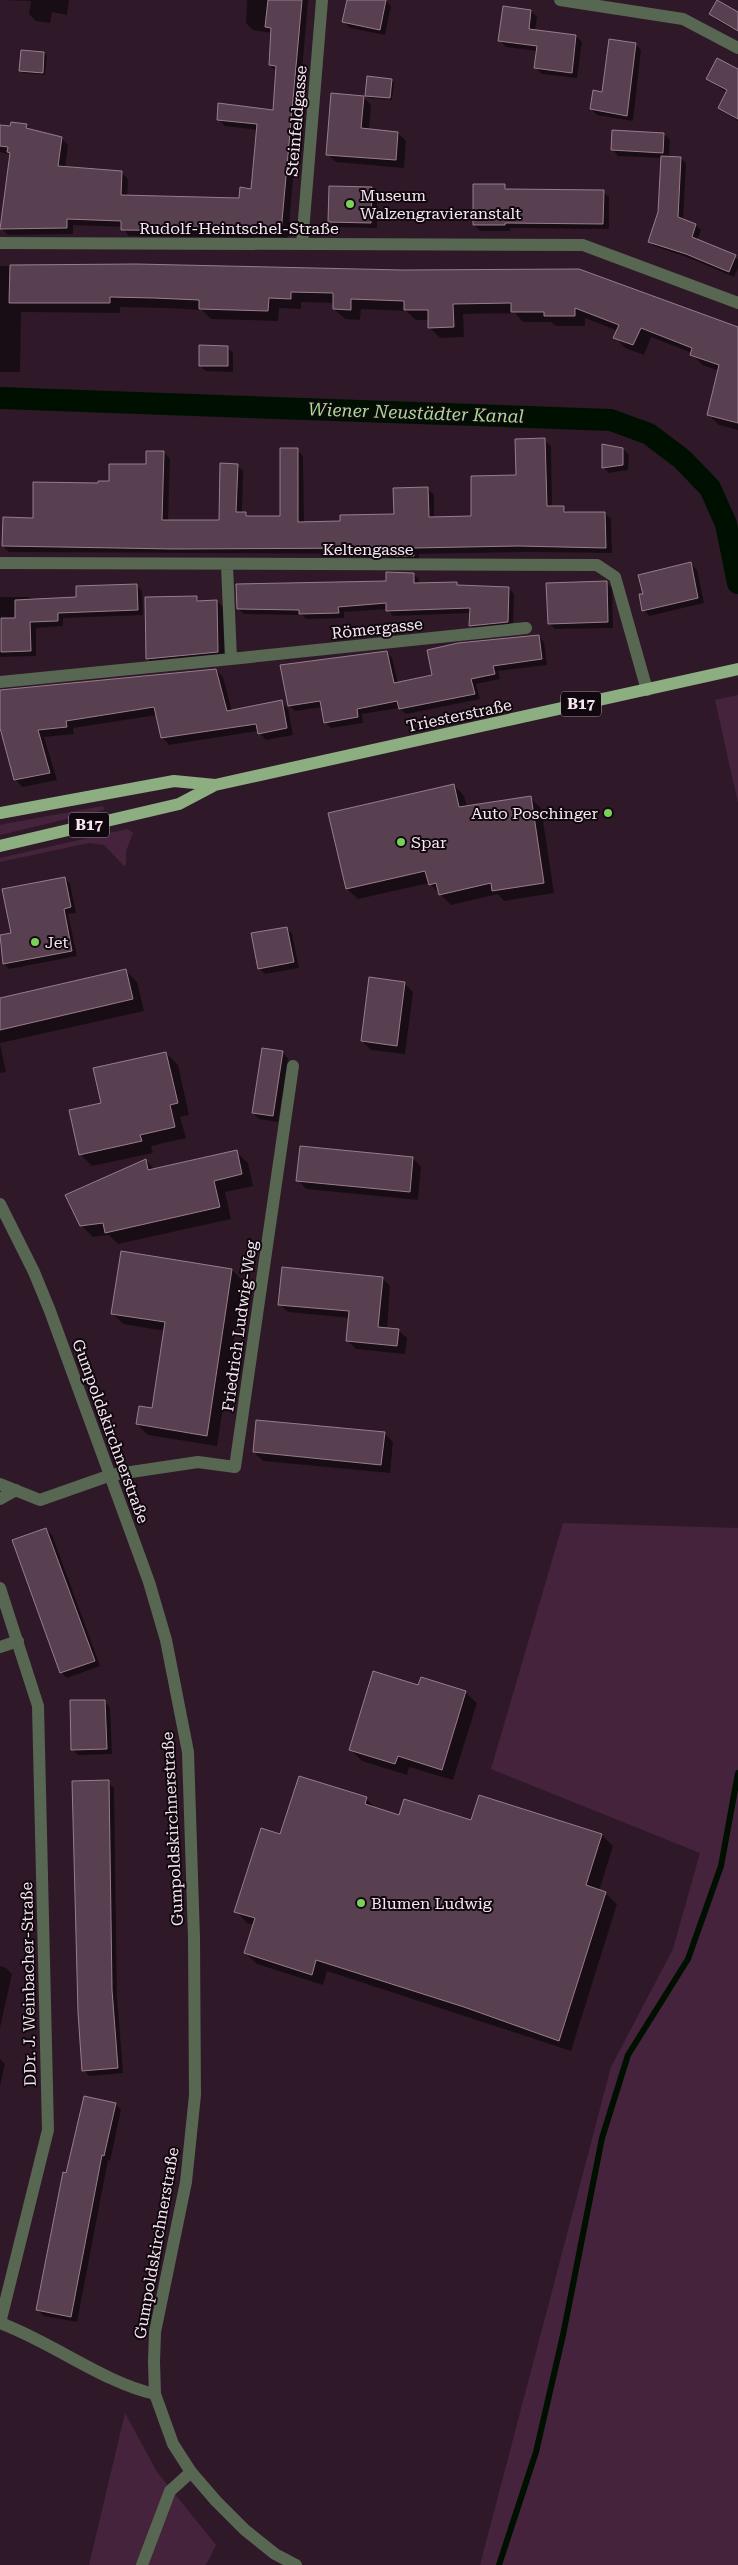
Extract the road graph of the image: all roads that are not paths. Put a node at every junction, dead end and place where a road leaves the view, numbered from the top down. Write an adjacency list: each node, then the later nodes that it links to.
1 (322, 0): 5 (street, Steinfeldgasse)
2 (560, 0): 3 (street)
3 (738, 48)
4 (0, 243): 5 (street, Rudolf-Heintschel-Straße)
5 (302, 244): 6 (street, Rudolf-Heintschel-Straße)
6 (738, 303)
7 (0, 563): 8 (street, Keltengasse)
8 (227, 565): 10 (street); 13 (street, Keltengasse)
9 (526, 628): 10 (street, Römergasse)
10 (231, 660): 12 (street, Römergasse)
11 (738, 669): 13 (main road, Triesterstraße / B17)
12 (0, 682)
13 (648, 690): 14 (main road, Triesterstraße / B17)
14 (215, 785): 15 (main road, Triesterstraße / B17); 16 (main road, Triesterstraße / B17)
15 (0, 813)
16 (0, 846)
17 (293, 1066): 19 (street, Friedrich Ludwig-Weg)
18 (0, 1204): 19 (street, Gumpoldskirchnerstraße)
19 (111, 1475): 21 (street); 27 (street, Gumpoldskirchnerstraße)
20 (0, 1484): 21 (street)
21 (16, 1490): 22 (street)
22 (0, 1499)
23 (0, 1588): 24 (street, DDr. J. Weinbacher-Straße)
24 (18, 1641): 25 (street); 26 (street, DDr. J. Weinbacher-Straße)
25 (0, 1647)
26 (0, 2323): 27 (street)
27 (156, 2394): 28 (street, Gumpoldskirchnerstraße)
28 (191, 2472): 29 (street); 30 (street, Gumpoldskirchnerstraße)
29 (142, 2565)
30 (296, 2565)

====

Please write out the whole listing exactly, but not the pictures in it.

Extract the road graph of the image: all roads that are not paths. Put a node at every junction, dead end and place where a road leaves the view, numbered from the top down. Write an adjacency list: each node, then the later nodes that it links to.
1 (322, 0): 5 (street, Steinfeldgasse)
2 (560, 0): 3 (street)
3 (738, 48)
4 (0, 243): 5 (street, Rudolf-Heintschel-Straße)
5 (302, 244): 6 (street, Rudolf-Heintschel-Straße)
6 (738, 303)
7 (0, 563): 8 (street, Keltengasse)
8 (227, 565): 10 (street); 13 (street, Keltengasse)
9 (526, 628): 10 (street, Römergasse)
10 (231, 660): 12 (street, Römergasse)
11 (738, 669): 13 (main road, Triesterstraße / B17)
12 (0, 682)
13 (648, 690): 14 (main road, Triesterstraße / B17)
14 (215, 785): 15 (main road, Triesterstraße / B17); 16 (main road, Triesterstraße / B17)
15 (0, 813)
16 (0, 846)
17 (293, 1066): 19 (street, Friedrich Ludwig-Weg)
18 (0, 1204): 19 (street, Gumpoldskirchnerstraße)
19 (111, 1475): 21 (street); 27 (street, Gumpoldskirchnerstraße)
20 (0, 1484): 21 (street)
21 (16, 1490): 22 (street)
22 (0, 1499)
23 (0, 1588): 24 (street, DDr. J. Weinbacher-Straße)
24 (18, 1641): 25 (street); 26 (street, DDr. J. Weinbacher-Straße)
25 (0, 1647)
26 (0, 2323): 27 (street)
27 (156, 2394): 28 (street, Gumpoldskirchnerstraße)
28 (191, 2472): 29 (street); 30 (street, Gumpoldskirchnerstraße)
29 (142, 2565)
30 (296, 2565)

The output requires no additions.